The real reason for water shortage, according to him, is that the CBC is not getting all the water that it should. “We are getting only six million gallons of water per day,” says Suharwardy. This suggests a shortage of three million gallons each day.

He also complains of large-scale water theft and blames it on the way water is provided to DHA. Three connections – one in Chakra Goth in Korangi area, the other in Zamzama in DHA Phase 5 and the third at Kala Pul on Korangi Road – are used for supplying water to DHA. The largest of them provides 4.473 million gallons of water each day and the other two together supply around one million gallons of water a day — as per the data posted on CBC’s website.

The shortest distance between DHA’s outermost limits and its largest water source in Chakra Goth is five kilometres. The pipeline connecting the two points passes through many informal settlements whose residents steal water both by bribing government officials and by setting up illegal connections. Water will not be stolen, says Suharwardy, if the main connection allocated to DHA is located within DHA.

Officials at KWSB say checking water theft is not their responsibility. The maintenance and surveillance of pipelines is CBC’s mandate, says Zafar Ali Palijo, the KWSB’s chief engineer for bulk water supply.

He also says CBC is getting all the water it must —except for a small fraction. Whatever shortfall that is there is because there is an overall shortage in Karachi, he adds.

The city, according to Palijo, is receiving 55 per cent less water than it needs. Instead of getting 900 million gallons of water that it requires each day, Karachi is receiving only 400 million gallons a day.

One possible solution for DHA’s water woes is to make a long dysfunctional seawater desalination plant operational. Sources in CBC say the DHA administration has been giving them assurances for nine years that a private contractor to run the plant, installed on the southeastern edge of Phase 8, will be arranged soon. These promises are yet to materialise, they say.

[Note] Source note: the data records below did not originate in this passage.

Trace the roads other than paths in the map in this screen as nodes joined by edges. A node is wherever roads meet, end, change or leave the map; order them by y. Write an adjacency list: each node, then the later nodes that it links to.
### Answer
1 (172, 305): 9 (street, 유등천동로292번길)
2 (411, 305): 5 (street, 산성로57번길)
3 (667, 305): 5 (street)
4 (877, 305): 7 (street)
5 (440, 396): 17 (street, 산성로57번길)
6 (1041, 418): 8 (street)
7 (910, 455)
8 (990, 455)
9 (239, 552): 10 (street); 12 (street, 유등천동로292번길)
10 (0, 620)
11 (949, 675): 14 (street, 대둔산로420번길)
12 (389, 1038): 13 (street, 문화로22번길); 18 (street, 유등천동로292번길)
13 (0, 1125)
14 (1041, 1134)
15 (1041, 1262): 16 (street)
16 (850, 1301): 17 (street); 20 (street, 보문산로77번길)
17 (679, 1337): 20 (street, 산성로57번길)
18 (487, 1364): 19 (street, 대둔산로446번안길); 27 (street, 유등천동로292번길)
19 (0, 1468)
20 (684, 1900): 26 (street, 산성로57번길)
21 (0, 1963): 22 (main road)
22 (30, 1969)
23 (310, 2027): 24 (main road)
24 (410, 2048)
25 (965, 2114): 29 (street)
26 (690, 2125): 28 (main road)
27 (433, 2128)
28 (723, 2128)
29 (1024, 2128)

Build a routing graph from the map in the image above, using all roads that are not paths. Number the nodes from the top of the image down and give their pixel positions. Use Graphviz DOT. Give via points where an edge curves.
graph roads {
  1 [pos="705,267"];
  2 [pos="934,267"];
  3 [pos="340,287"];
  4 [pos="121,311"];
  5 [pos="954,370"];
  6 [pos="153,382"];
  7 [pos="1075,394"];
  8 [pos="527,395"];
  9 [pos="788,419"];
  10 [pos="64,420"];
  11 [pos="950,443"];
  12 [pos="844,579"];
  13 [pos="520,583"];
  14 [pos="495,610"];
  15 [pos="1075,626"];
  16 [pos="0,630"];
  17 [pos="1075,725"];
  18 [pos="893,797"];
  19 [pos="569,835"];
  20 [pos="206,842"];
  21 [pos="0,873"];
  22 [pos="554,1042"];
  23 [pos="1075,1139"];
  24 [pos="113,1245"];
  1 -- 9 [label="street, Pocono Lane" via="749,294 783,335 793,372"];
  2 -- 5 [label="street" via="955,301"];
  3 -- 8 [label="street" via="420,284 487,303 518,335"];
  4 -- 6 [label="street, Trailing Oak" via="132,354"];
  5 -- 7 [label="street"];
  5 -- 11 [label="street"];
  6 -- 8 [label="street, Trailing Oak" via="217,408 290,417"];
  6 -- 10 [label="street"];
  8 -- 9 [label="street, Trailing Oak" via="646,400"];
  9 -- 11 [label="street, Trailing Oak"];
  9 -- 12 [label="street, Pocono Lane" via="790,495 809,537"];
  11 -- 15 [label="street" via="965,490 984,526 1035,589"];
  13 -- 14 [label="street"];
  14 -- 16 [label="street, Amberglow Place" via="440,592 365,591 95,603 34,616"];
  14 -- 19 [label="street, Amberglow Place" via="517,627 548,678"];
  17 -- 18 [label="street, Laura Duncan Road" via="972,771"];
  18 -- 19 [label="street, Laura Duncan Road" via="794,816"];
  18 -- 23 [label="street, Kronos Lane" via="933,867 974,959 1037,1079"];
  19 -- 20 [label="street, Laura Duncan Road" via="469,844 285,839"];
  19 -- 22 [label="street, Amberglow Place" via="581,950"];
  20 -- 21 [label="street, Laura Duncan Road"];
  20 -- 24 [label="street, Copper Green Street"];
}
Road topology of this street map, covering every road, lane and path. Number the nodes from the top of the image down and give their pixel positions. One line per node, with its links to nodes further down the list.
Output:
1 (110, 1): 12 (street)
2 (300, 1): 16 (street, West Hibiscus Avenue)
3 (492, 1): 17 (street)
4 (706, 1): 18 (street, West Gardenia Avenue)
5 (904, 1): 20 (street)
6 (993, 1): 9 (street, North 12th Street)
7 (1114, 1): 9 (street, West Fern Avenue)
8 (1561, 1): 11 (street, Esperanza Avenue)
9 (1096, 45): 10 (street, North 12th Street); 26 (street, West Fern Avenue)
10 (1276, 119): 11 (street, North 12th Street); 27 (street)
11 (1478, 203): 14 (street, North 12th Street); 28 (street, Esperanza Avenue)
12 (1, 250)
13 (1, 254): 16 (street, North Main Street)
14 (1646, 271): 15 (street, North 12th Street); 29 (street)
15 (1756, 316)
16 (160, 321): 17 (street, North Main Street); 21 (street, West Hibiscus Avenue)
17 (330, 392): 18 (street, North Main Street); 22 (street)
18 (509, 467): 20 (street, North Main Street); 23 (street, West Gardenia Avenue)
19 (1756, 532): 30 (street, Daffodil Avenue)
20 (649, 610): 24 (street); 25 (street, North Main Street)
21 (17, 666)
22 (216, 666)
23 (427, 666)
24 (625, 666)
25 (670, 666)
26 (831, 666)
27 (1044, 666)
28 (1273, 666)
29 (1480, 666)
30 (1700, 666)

Major (retd) Aurangzeb Unar, a DHA spokesperson, refuses to answer any queries. “The issue is under the water commission’s consideration which is why I will not comment on it,” he says, referring to a probe body set up by the Supreme Court to look into Karachi’s water and sanitation problems.

This perhaps is emblematic of how Karachi is run by its myriad administrators: shift the blame and responsibility to someone else; if you cannot, then find a perfect excuse to avoid an answer.


The writer is a staffer at the Herald.